- _Problem statement_: Report how many lines in the records carry the string "pinky", and give no further text.

- _Supplied records_:
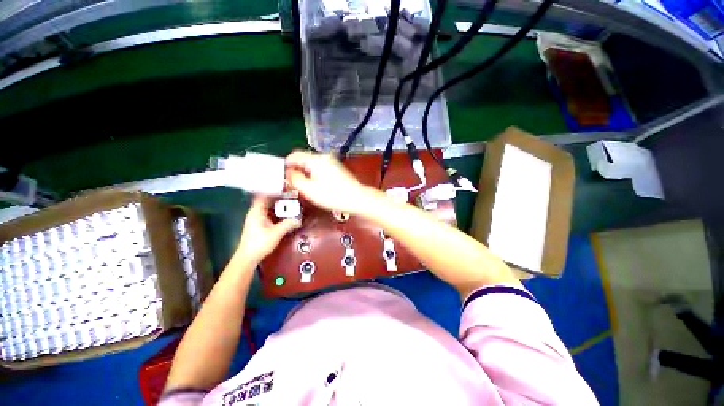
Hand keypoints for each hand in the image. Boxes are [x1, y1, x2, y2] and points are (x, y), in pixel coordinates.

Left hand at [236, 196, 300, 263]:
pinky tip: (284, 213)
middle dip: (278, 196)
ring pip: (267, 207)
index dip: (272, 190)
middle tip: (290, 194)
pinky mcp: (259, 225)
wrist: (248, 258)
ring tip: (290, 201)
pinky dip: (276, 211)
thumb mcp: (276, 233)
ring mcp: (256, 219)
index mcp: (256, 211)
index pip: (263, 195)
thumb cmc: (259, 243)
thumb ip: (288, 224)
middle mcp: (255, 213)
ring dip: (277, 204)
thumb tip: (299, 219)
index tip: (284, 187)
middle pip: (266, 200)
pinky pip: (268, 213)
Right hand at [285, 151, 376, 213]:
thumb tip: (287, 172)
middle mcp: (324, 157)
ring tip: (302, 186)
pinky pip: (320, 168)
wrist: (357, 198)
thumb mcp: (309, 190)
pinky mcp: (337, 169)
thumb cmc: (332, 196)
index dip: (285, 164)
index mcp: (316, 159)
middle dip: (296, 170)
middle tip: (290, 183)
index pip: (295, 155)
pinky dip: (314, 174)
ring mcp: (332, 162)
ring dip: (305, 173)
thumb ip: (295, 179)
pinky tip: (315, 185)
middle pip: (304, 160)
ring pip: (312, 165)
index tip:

- _Exercise result_: 8